> _THE PROBLEM_: Start at the line below containing "pinky mcp: (937, 603)" and stop at the line containing "thumb tip: (618, 358)". Repeat every line of that stretch exactly, and nothing outside it.

> _RECORDS FOR THIS EXERCISE_:
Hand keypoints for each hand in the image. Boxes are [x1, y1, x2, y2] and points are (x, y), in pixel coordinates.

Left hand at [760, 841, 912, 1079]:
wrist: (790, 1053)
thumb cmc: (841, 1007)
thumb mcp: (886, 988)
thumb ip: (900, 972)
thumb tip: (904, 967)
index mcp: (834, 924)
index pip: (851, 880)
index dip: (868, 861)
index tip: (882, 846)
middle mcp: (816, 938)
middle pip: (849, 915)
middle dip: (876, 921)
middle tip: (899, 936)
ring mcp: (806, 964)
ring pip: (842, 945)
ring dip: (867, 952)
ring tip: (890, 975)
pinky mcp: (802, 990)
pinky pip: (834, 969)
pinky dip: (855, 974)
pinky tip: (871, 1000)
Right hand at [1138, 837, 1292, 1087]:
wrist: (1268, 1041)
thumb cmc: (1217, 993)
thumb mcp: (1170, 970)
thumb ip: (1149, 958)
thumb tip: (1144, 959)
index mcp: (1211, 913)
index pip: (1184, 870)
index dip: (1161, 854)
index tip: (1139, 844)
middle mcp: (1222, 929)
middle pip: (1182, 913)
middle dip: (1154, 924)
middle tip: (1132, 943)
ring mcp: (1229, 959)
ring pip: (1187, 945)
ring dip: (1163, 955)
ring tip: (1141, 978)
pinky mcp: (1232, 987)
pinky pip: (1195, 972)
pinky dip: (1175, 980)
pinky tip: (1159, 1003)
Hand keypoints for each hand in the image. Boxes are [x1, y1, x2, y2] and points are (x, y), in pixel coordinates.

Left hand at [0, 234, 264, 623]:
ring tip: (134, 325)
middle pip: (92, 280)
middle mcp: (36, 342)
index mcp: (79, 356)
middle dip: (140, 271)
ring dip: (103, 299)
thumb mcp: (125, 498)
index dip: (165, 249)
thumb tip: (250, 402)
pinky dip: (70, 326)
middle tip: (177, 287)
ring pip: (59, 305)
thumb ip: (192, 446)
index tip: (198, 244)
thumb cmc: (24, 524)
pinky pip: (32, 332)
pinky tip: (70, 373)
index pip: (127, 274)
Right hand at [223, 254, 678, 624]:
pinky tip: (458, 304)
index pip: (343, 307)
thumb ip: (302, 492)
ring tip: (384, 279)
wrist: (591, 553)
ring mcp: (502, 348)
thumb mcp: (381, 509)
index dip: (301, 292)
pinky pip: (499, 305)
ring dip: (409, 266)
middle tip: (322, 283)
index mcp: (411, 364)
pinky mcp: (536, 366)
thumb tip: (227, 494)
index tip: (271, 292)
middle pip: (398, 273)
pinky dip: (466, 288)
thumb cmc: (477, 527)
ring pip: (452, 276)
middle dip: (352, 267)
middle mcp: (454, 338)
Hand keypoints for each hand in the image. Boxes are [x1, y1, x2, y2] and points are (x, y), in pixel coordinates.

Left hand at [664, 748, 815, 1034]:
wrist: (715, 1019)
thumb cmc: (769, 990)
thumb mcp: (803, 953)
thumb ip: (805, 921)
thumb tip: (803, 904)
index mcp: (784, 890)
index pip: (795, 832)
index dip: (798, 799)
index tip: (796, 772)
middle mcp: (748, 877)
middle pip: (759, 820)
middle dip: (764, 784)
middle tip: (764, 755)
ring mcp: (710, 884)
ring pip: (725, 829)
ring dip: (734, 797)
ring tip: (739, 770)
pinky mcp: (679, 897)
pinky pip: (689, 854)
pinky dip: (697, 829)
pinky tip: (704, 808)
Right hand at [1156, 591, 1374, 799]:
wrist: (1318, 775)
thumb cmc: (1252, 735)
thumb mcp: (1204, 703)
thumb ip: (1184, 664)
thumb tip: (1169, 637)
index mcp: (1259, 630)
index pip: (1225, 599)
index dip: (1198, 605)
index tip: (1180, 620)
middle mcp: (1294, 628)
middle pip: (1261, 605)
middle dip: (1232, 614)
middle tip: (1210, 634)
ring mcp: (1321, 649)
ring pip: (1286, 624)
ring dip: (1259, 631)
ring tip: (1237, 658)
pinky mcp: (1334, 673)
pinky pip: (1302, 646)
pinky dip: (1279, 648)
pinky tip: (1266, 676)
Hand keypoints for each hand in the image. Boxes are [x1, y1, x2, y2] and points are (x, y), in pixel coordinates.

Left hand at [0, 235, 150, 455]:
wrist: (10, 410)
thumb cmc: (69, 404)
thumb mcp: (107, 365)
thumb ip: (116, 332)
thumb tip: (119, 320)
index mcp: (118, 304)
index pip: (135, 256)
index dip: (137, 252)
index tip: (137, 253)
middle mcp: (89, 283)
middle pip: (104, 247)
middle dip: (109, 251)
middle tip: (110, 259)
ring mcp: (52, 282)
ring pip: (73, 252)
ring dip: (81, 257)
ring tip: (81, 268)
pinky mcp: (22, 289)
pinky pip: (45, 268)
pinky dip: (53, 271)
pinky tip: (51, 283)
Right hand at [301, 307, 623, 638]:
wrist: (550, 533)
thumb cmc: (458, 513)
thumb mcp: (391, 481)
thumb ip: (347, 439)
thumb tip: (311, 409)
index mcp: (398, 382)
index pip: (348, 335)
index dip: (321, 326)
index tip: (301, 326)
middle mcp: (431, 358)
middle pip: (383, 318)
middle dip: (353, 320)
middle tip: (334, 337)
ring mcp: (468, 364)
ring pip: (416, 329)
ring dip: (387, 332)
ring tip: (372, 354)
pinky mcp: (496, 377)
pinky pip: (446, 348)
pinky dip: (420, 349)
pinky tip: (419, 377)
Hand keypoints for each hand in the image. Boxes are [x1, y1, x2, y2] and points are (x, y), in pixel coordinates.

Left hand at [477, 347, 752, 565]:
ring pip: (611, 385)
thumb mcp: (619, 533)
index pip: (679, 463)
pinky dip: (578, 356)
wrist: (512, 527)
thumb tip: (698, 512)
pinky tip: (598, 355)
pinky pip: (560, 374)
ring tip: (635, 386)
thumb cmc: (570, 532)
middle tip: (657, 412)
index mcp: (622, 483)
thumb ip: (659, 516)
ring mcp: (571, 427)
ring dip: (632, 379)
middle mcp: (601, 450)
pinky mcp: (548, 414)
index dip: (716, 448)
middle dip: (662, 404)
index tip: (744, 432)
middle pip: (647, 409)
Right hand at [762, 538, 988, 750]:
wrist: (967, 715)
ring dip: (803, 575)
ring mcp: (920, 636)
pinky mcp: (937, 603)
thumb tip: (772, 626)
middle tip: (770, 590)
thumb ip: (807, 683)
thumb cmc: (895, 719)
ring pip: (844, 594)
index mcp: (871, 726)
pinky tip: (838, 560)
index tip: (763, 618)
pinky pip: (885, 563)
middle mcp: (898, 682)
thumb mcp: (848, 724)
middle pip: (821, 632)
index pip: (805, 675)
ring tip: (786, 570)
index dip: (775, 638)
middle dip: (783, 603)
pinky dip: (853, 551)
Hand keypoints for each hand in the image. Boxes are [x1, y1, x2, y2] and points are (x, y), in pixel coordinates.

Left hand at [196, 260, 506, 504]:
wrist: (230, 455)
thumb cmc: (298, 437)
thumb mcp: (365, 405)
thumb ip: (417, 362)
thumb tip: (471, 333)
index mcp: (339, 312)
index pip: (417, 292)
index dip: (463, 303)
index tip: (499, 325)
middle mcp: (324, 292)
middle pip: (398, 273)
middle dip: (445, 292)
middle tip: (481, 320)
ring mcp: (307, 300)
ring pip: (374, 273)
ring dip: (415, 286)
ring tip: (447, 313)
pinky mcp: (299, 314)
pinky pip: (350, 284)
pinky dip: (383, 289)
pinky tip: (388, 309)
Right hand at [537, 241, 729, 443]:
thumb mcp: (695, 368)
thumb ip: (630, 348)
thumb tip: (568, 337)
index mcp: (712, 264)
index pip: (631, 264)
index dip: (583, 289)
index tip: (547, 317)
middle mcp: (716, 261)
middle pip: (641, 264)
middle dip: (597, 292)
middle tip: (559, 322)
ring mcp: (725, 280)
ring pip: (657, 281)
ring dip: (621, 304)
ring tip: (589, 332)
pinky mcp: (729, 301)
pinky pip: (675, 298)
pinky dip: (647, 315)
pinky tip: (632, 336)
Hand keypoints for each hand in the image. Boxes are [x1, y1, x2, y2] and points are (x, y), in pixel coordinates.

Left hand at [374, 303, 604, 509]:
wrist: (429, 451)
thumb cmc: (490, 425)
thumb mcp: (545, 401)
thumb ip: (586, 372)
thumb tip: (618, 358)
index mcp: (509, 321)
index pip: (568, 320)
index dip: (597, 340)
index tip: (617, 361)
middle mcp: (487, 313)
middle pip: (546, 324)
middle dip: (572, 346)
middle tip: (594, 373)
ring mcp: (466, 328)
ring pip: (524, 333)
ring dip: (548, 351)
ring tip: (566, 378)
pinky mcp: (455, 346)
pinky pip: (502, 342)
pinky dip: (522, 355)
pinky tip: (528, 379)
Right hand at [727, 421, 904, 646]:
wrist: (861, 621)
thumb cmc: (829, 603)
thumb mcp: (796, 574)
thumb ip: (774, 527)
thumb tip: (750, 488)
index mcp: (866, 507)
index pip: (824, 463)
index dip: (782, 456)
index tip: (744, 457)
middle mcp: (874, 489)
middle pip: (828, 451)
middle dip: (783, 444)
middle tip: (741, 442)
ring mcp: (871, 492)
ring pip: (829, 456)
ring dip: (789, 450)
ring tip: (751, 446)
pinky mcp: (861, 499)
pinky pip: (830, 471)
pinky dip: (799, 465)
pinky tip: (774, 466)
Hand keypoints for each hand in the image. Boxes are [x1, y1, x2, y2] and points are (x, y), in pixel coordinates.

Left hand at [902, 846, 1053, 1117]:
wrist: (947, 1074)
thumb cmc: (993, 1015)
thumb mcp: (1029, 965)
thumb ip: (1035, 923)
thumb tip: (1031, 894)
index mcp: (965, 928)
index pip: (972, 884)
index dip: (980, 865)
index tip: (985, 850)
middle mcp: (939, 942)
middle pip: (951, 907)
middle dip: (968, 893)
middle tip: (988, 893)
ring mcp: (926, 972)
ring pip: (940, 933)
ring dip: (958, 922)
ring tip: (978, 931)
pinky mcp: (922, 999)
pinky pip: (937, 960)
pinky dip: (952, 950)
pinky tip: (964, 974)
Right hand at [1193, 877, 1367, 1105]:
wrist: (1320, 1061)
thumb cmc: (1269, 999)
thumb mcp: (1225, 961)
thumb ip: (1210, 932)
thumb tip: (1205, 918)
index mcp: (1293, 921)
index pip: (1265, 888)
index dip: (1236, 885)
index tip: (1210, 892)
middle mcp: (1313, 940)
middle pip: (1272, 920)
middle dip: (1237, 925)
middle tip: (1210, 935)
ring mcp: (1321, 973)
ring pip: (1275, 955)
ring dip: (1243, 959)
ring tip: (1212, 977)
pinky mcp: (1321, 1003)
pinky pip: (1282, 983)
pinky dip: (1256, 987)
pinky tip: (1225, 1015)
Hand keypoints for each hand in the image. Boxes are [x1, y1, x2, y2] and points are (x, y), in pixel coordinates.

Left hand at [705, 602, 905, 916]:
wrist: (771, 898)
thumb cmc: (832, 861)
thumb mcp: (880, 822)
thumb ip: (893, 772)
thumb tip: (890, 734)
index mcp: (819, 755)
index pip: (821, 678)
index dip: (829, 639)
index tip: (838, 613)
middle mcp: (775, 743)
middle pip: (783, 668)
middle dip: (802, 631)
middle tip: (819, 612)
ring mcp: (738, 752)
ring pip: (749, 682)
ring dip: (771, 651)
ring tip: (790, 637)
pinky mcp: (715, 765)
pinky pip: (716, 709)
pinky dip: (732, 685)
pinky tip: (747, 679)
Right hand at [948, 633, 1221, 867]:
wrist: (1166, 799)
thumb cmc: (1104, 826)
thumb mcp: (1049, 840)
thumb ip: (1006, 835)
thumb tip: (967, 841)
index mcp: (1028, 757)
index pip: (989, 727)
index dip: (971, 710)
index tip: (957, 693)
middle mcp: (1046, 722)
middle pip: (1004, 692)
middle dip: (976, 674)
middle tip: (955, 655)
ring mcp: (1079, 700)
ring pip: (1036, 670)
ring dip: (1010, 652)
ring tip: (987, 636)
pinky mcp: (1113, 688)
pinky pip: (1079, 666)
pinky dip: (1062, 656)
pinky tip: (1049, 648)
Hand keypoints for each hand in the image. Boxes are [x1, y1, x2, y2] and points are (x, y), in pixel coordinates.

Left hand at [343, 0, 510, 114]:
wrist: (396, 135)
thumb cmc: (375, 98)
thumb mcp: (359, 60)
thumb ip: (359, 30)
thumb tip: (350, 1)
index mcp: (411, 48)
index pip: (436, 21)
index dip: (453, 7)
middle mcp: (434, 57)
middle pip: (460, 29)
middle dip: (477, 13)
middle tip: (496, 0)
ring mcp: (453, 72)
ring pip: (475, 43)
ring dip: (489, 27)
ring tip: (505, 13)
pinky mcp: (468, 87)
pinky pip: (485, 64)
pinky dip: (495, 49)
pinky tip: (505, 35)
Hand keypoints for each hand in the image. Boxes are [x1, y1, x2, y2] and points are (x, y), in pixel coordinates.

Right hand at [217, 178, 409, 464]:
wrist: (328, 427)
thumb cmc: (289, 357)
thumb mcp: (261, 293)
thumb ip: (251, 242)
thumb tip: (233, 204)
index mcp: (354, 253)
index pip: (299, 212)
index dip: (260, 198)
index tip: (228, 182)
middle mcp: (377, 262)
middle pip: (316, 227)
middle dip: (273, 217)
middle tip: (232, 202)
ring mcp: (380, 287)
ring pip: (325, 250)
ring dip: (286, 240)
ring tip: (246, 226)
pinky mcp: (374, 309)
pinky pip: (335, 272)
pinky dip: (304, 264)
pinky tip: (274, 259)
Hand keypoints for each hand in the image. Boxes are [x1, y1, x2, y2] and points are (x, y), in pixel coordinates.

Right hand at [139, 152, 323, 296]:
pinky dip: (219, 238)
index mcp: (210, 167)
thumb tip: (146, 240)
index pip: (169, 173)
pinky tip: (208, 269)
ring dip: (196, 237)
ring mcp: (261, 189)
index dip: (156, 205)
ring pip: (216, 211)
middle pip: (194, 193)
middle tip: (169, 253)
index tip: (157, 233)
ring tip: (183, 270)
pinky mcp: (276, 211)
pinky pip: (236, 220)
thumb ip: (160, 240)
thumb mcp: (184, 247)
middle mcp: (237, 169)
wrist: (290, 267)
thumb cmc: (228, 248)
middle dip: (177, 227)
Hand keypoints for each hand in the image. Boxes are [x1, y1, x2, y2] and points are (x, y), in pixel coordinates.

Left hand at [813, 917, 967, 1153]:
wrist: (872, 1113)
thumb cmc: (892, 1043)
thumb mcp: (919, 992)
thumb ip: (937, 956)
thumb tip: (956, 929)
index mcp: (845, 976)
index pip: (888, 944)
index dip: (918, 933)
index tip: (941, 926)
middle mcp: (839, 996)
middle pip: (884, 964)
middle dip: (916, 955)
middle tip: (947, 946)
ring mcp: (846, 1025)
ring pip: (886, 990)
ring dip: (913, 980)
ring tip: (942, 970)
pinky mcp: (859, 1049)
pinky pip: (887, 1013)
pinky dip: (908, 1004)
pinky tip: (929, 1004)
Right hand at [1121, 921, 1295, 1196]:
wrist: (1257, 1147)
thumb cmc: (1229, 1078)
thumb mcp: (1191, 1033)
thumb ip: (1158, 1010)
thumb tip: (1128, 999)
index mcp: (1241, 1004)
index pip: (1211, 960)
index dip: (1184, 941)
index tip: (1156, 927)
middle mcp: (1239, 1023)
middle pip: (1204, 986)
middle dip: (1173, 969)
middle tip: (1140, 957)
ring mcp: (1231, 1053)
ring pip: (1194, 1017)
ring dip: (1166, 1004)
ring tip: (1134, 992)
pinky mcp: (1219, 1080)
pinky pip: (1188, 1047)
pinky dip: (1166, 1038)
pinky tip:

> _SOLVED EXERCISE_:
pinky mcp: (937, 603)
thumb tip: (772, 626)
middle tip: (770, 590)
thumb ip: (807, 683)
thumb cmc: (895, 719)
ring pip: (844, 594)
index mcp: (871, 726)
pinky tip: (838, 560)
index tip: (763, 618)
pinky pip: (885, 563)
middle mcp: (898, 682)
thumb mcp: (848, 724)
middle pip: (821, 632)
index pip: (805, 675)
ring tip: (786, 570)
index dip: (775, 638)
middle dip: (783, 603)
pinky dip: (853, 551)
Hand keypoints for each hand in the image. Boxes are [x1, y1, x2, y2] and points are (x, y), in pixel coordinates.

Left hand at [196, 260, 506, 504]:
wrist: (230, 455)
thumb cmc: (298, 437)
thumb mcp: (365, 405)
thumb ip: (417, 362)
thumb tip: (471, 333)
index mcp: (339, 312)
index pip: (417, 292)
index dip: (463, 303)
index tip: (499, 325)
middle mcp: (324, 292)
middle pip: (398, 273)
middle dip: (445, 292)
middle tip: (481, 320)
ring mcp: (307, 300)
ring pip: (374, 273)
ring dip: (415, 286)
ring tip: (447, 313)
pinky mcp: (299, 314)
pinky pip: (350, 284)
pinky dip: (383, 289)
pinky tip: (388, 309)
Right hand at [537, 241, 729, 443]:
thumb mcp: (695, 368)
thumb ip: (630, 348)
thumb tip: (568, 337)
index mcp: (712, 264)
index pip: (631, 264)
index dip: (583, 289)
index tip: (547, 317)
middle mcp: (716, 261)
middle pip: (641, 264)
middle dip: (597, 292)
middle tip: (559, 322)
ring mcp: (725, 280)
ring pip: (657, 281)
ring dip: (621, 304)
ring tip: (589, 332)
pinky mcp: (729, 301)
pinky pip: (675, 298)
pinky dip: (647, 315)
pinky tip: (632, 336)
Hand keypoints for each hand in the image. Boxes are [x1, y1, x2, y2] and points are (x, y), in pixel coordinates.

Left hand at [374, 303, 604, 509]:
wrist: (429, 451)
thumb cmc: (490, 425)
thumb mcp: (545, 401)
thumb ip: (586, 372)
thumb tip: (618, 358)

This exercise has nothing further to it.